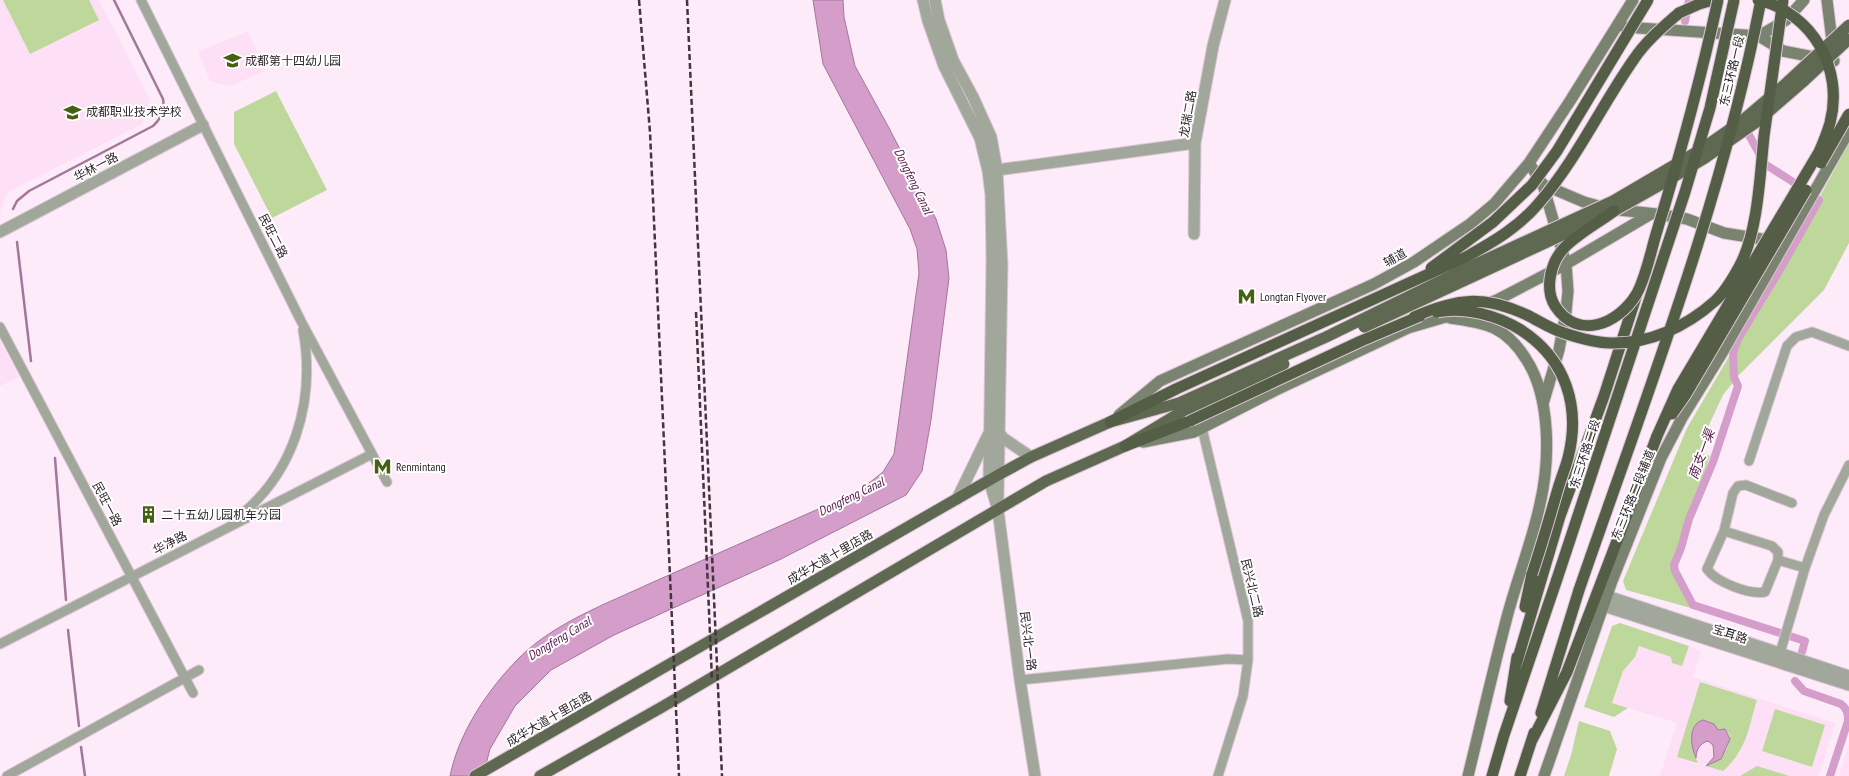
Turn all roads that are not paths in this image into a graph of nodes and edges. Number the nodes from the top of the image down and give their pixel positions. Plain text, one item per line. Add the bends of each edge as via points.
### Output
1 (141, 0) edge
2 (923, 0) edge
3 (935, 0) edge
4 (1225, 0) edge
5 (1632, 0) edge
6 (1648, 0) edge
7 (1713, 0) edge
8 (1718, 0) edge
9 (1734, 0) edge
10 (1759, 0) edge
11 (1783, 0) edge
12 (1804, 0) edge
13 (1826, 0) edge
14 (1849, 25) edge
15 (1617, 26) junction
16 (1759, 36) junction
17 (1849, 39) edge
18 (1834, 60) junction
19 (1849, 114) edge
20 (203, 125) junction
21 (1849, 131) edge
22 (1701, 139) joint
23 (1195, 143) junction
24 (1835, 155) junction
25 (1529, 163) junction
26 (992, 171) junction
27 (1542, 185) junction
28 (1614, 212) junction
29 (1651, 214) junction
30 (0, 232) edge
31 (1194, 234) dead end
32 (1785, 243) junction
33 (1566, 264) junction
34 (1416, 280) junction
35 (1637, 294) junction
36 (1414, 317) junction
37 (1448, 318) junction
38 (301, 321) junction
39 (0, 327) edge
40 (1849, 346) edge
41 (1543, 405) junction
42 (1181, 407) junction
43 (1110, 422) junction
44 (1202, 428) junction
45 (994, 431) junction
46 (1657, 436) junction
47 (1125, 446) junction
48 (372, 454) junction
49 (1031, 457) junction
50 (1749, 461) dead end
51 (1849, 465) edge
52 (1000, 474) junction
53 (1846, 477) edge
54 (989, 480) junction
55 (387, 482) dead end
56 (957, 499) junction
57 (1792, 503) dead end
58 (998, 510) junction
59 (221, 531) junction
60 (1724, 531) junction
61 (1778, 560) junction
62 (1805, 568) junction
63 (1537, 574) junction
64 (131, 576) junction
65 (1603, 599) junction
66 (0, 644) edge
67 (1778, 658) junction
68 (1248, 660) junction
69 (199, 670) dead end
70 (1849, 676) edge
71 (185, 678) junction
72 (1020, 680) junction
73 (1849, 685) edge
74 (193, 693) dead end
75 (1504, 735) junction
76 (1532, 740) junction
77 (7, 776) edge
78 (475, 776) edge
79 (540, 776) edge
80 (1034, 776) edge
81 (1218, 776) edge
82 (1468, 776) edge
83 (1492, 776) edge
84 (1520, 776) edge
85 (1544, 776) edge

1 - 20 street, 民旺二路
2 - 26 street via 944,66 980,138
3 - 26 street via 938,20 953,60 991,136
4 - 23 street, 龙瑞二路 via 1213,46
5 - 15 main road, 辅道
6 - 34 highway, bridge via 1557,151 1532,185 1493,222
7 - 34 highway, bridge via 1679,13 1658,31 1635,58 1561,176 1539,204 1516,226 1479,250
8 - 35 highway, bridge via 1670,190
9 - 22 highway, 东三环路一段, bridge
10 - 46 highway, bridge via 1771,3 1796,17 1818,41 1831,68 1833,100 1830,123 1819,152 1678,389
10 - 76 highway, 东三环路一段, bridge via 1749,62 1727,148 1680,296 1579,590
11 - 36 highway, bridge via 1758,196 1749,241 1739,267 1716,300 1687,322 1657,336 1636,342 1610,344 1594,342 1555,330 1506,305 1485,302 1464,300 1439,306
12 - 16 main road via 1786,20
13 - 18 main road
14 - 42 main road, bridge via 1743,120 1700,150 1612,201
15 - 16 main road
15 - 25 main road, 辅道
16 - 18 main road via 1783,51
17 - 28 main road, bridge via 1758,120 1705,158
18 - 24 main road
19 - 46 highway, bridge via 1686,394
20 - 30 street, 华林一路
20 - 38 street, 民旺二路
21 - 24 main road, 东三环路二段辅道
22 - 75 highway, 东三环路二段, bridge
23 - 26 street
23 - 31 street, 龙瑞二路
24 - 32 main road, 东三环路二段辅道
25 - 27 main road
25 - 43 main road, 辅道 via 1494,204 1470,224 1414,262 1374,284 1160,381
26 - 45 street
27 - 29 main road via 1609,209
27 - 33 main road
28 - 35 highway, bridge via 1564,248 1550,275 1550,293 1555,304 1570,321 1578,325 1597,325 1616,317
28 - 42 main road, bridge
29 - 32 main road via 1688,219 1724,233
29 - 33 main road
32 - 65 main road, 东三环路二段辅道 via 1671,438
33 - 37 main road via 1497,300
33 - 41 main road via 1566,312 1559,350
34 - 43 highway, bridge via 1176,389
35 - 63 highway, bridge via 1604,396
36 - 47 highway, bridge via 1192,420
36 - 63 highway, bridge via 1443,310 1469,312 1511,324 1532,337 1551,357 1563,376 1570,395 1572,435
37 - 41 main road via 1480,323 1507,336 1518,347 1536,375
37 - 44 main road via 1408,328
38 - 48 street, 民旺二路
38 - 59 street via 307,367 306,398 294,444 270,485 255,502
39 - 64 street, 民旺一路
40 - 50 street via 1812,332 1796,336 1787,346
41 - 82 main road via 1546,462 1540,503 1507,617
42 - 43 main road, 成华大道十里店路
42 - 47 main road
43 - 49 main road, 成华大道十里店路
44 - 47 main road via 1194,432
44 - 68 street, 民兴北二路 via 1248,621
45 - 49 street
45 - 52 street
45 - 54 street
45 - 56 street
46 - 65 highway
47 - 58 main road via 1046,481
48 - 55 street, 民旺二路
48 - 59 street, 华净路
49 - 52 main road, 成华大道十里店路
51 - 53 street
52 - 54 main road, 成华大道十里店路
52 - 58 street
53 - 62 street via 1824,515
54 - 56 main road, 成华大道十里店路
54 - 58 street
56 - 78 main road, 成华大道十里店路
57 - 60 street via 1746,485 1738,486 1733,493
58 - 72 street, 民兴北一路
58 - 79 main road
59 - 64 street, 华净路
60 - 61 street via 1772,546 1778,552
60 - 61 street via 1707,569 1712,577 1746,590 1764,592
61 - 62 street
62 - 67 street
63 - 75 highway via 1516,665
64 - 66 street, 华净路
64 - 71 street, 民旺一路
65 - 67 street, 宝耳路
65 - 76 highway
65 - 85 main road, 东三环路二段辅道
67 - 70 street, 宝耳路
67 - 73 street, 宝耳路
68 - 72 street via 1228,659
68 - 81 street, 民兴北二路 via 1243,696
69 - 71 street
71 - 74 street, 民旺一路
71 - 77 street
72 - 80 street, 民兴北一路
75 - 83 highway, 东三环路二段
76 - 84 highway

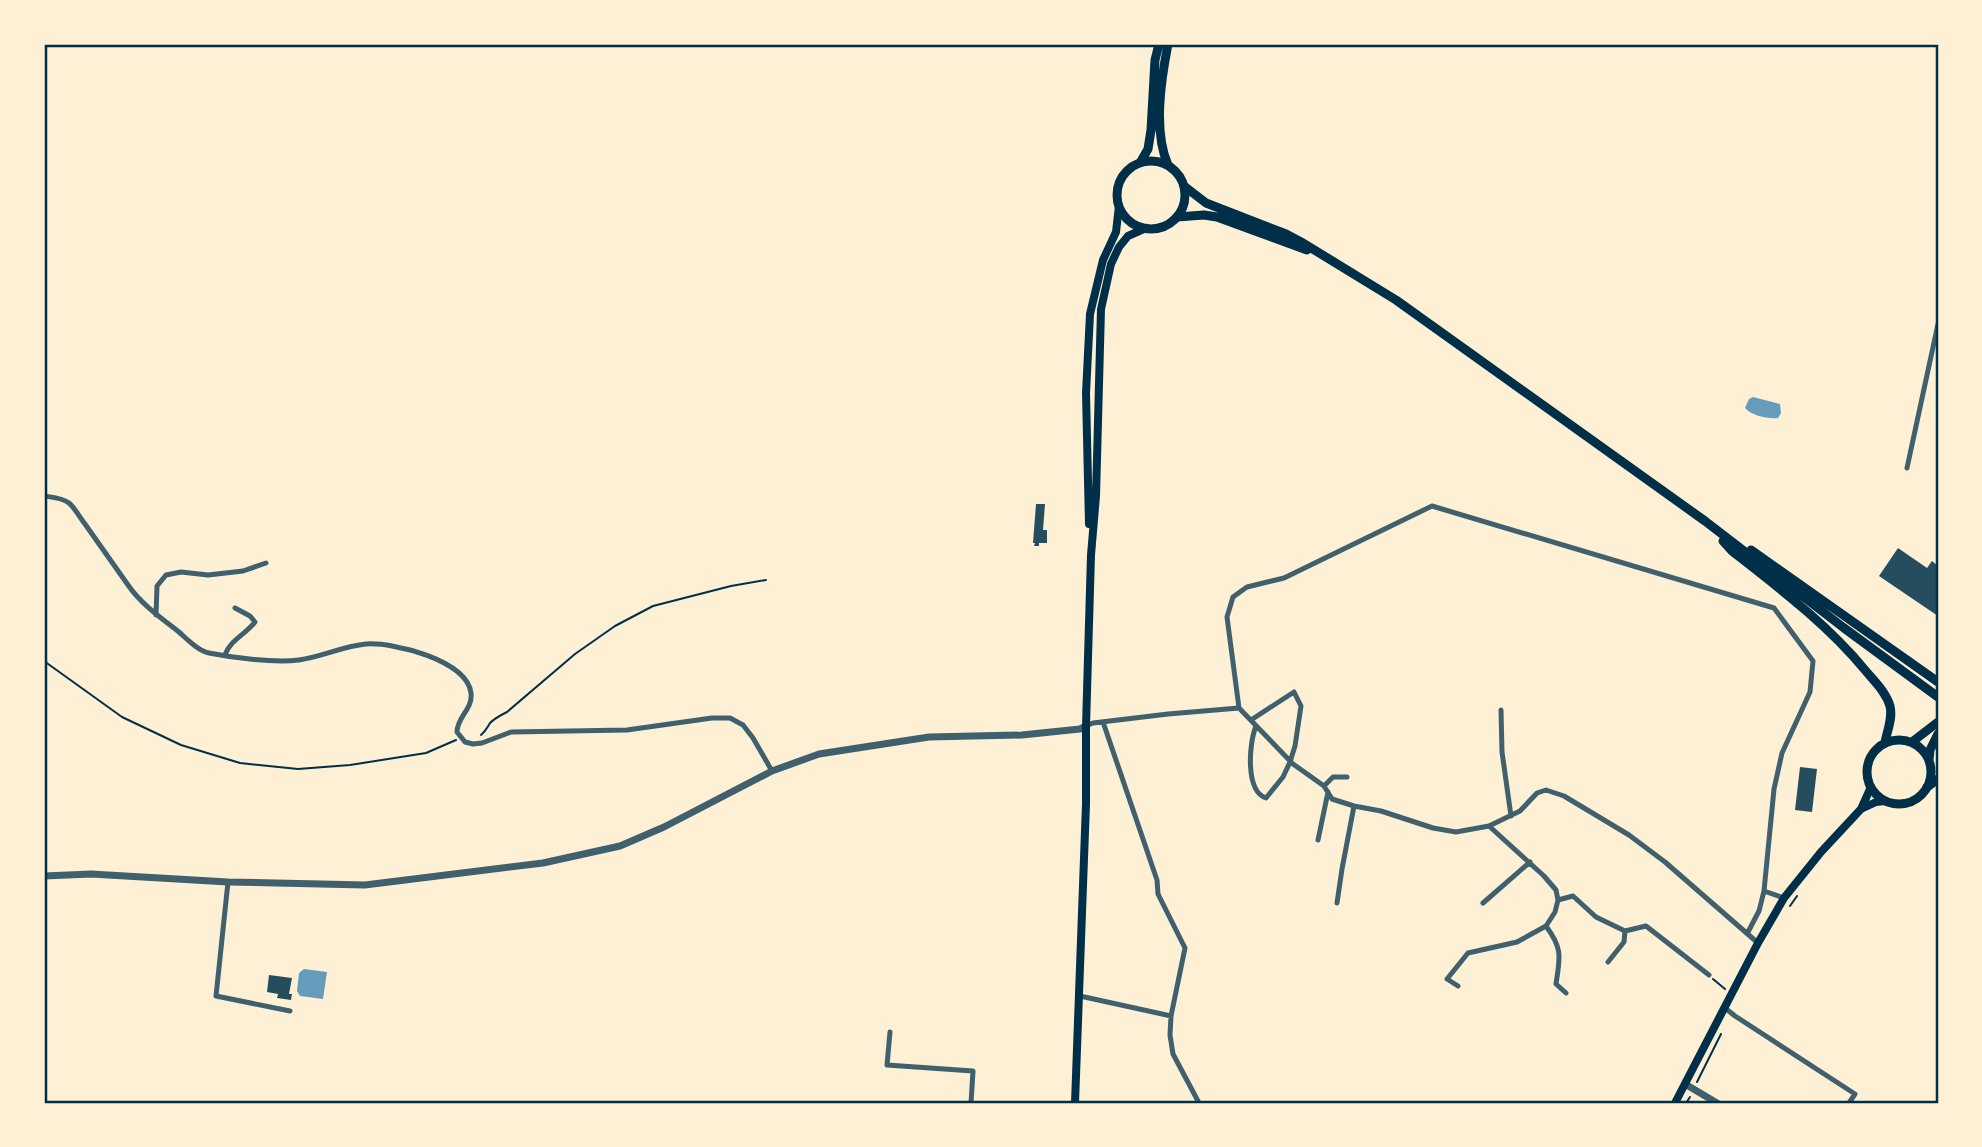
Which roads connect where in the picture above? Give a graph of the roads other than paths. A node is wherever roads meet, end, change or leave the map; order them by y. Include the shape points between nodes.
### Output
1 (1159, 44) edge
2 (1168, 44) edge
3 (1140, 163) junction
4 (1168, 165) junction
5 (1184, 186) junction
6 (1119, 206) junction
7 (1177, 217) junction
8 (1146, 228) junction
9 (1315, 252) junction
10 (1938, 324) edge
11 (1907, 468) dead end
12 (44, 496) edge
13 (1705, 521) junction
14 (1091, 555) junction
15 (266, 563) dead end
16 (235, 608) dead end
17 (156, 615) junction
18 (225, 655) junction
19 (1938, 682) edge
20 (1938, 697) edge
21 (1239, 708) junction
22 (1501, 710) dead end
23 (1251, 720) junction
24 (1103, 722) junction
25 (1938, 722) edge
26 (1086, 726) junction
27 (1256, 726) junction
28 (1938, 734) edge
29 (1913, 742) junction
30 (1885, 743) junction
31 (1929, 760) junction
32 (1290, 762) junction
33 (772, 771) junction
34 (1347, 777) dead end
35 (1938, 779) edge
36 (1871, 787) junction
37 (1927, 788) junction
38 (1326, 789) junction
39 (1886, 801) junction
40 (1354, 806) junction
41 (1861, 809) junction
42 (1511, 816) junction
43 (1489, 826) junction
44 (1318, 840) dead end
45 (1530, 863) junction
46 (44, 876) edge
47 (228, 882) junction
48 (1765, 891) junction
49 (1784, 898) junction
50 (1558, 900) junction
51 (1337, 903) dead end
52 (1483, 903) dead end
53 (1546, 926) junction
54 (1625, 931) junction
55 (1748, 932) junction
56 (1758, 943) junction
57 (1608, 962) dead end
58 (1709, 975) road end
59 (1458, 986) dead end
60 (1566, 993) dead end
61 (1080, 996) junction
62 (1728, 1010) junction
63 (290, 1011) dead end
64 (1171, 1016) junction
65 (890, 1032) dead end
66 (1685, 1084) junction
67 (971, 1103) edge
68 (1075, 1103) edge
69 (1199, 1103) edge
70 (1675, 1103) edge
71 (1717, 1103) edge
72 (1849, 1103) edge

1 - 3 main road via 1148,149
2 - 4 main road via 1160,134
3 - 4 main road
3 - 6 main road via 1123,176
4 - 5 main road
5 - 7 main road
5 - 9 main road via 1206,204 1286,234
6 - 8 main road via 1130,221
6 - 14 main road via 1090,314 1086,393
7 - 8 main road via 1158,228
7 - 9 main road via 1217,217
8 - 14 main road via 1128,236 1119,247 1105,284
9 - 13 main road via 1405,306
10 - 11 street
12 - 17 street via 68,502 130,589
13 - 19 main road
13 - 20 main road
13 - 30 main road via 1732,551 1804,607 1878,685 1892,715
14 - 26 main road
15 - 17 street via 243,571 166,575 157,586
16 - 18 street via 255,622
17 - 18 street via 205,653
18 - 33 street via 300,660 369,644 400,648 423,654 463,676 471,692 457,732 473,744 511,733 627,730 730,719 743,725
21 - 23 street
21 - 24 street
21 - 48 street via 1227,617 1233,597 1247,587 1284,578 1432,506 1774,608 1813,661 1810,692 1782,753 1774,789
22 - 42 street
23 - 27 street
23 - 32 street via 1294,692 1301,706
24 - 26 street
24 - 64 street via 1158,894 1185,948
25 - 29 main road
26 - 33 street via 1022,735 915,739 819,754
26 - 61 main road
27 - 32 street
27 - 32 street via 1252,773 1253,785 1262,798 1270,794
28 - 31 main road
29 - 30 main road
29 - 31 main road
30 - 36 main road via 1867,767
31 - 37 main road
32 - 38 street
33 - 47 street via 620,846 543,863 365,885
34 - 38 street via 1333,776
35 - 37 main road
36 - 39 main road
36 - 41 main road
37 - 39 main road via 1904,804
38 - 40 street via 1332,799
38 - 44 street
39 - 41 main road
40 - 43 street via 1456,832
40 - 51 street
41 - 49 main road
42 - 43 street
42 - 55 street via 1537,793 1546,790 1564,796 1629,835
43 - 45 street
45 - 50 street via 1556,890
45 - 52 street
46 - 47 street via 91,874
47 - 63 street via 216,996
48 - 49 street
48 - 55 street
49 - 56 main road
50 - 53 street
50 - 54 street via 1573,896 1596,917
53 - 59 street via 1517,942 1468,953 1447,979
53 - 60 street via 1560,954 1556,984
54 - 57 street via 1624,942
54 - 58 street via 1646,926
55 - 56 street
56 - 62 main road
61 - 64 street
61 - 68 main road
62 - 66 main road
62 - 72 street via 1855,1094
64 - 69 street via 1173,1054
65 - 67 street via 887,1065 973,1071
66 - 70 main road
66 - 71 street

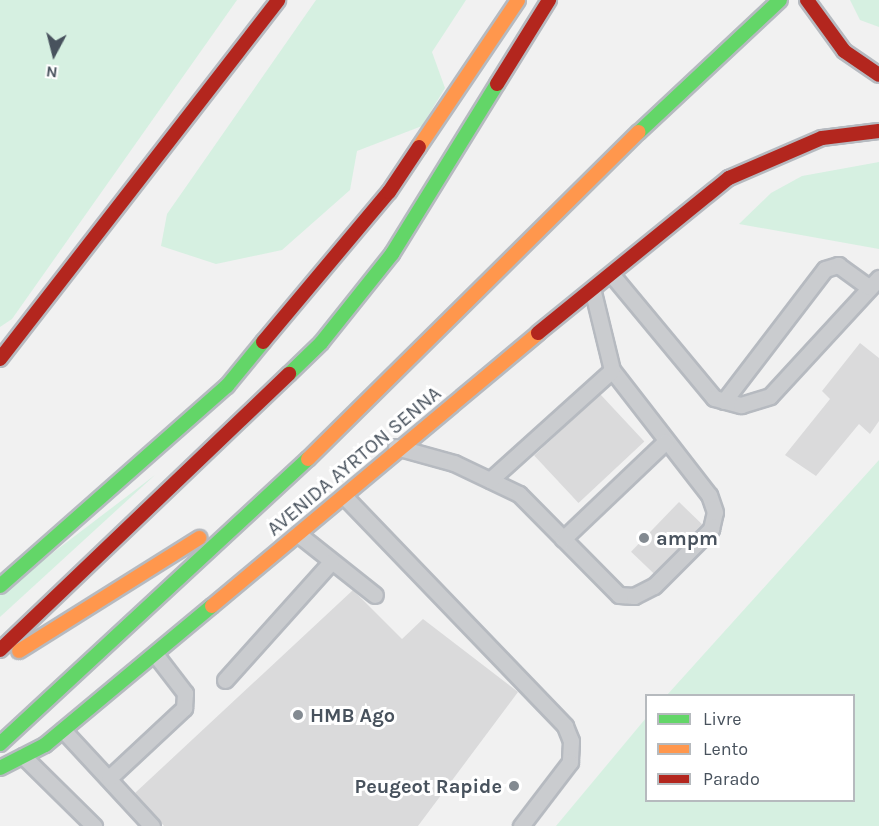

########

- **To do**: Lines in the material above that include the string "民旺一路" should be listed.

- **Reply to the task**:
39 - 64 street, 民旺一路
64 - 71 street, 民旺一路
71 - 74 street, 民旺一路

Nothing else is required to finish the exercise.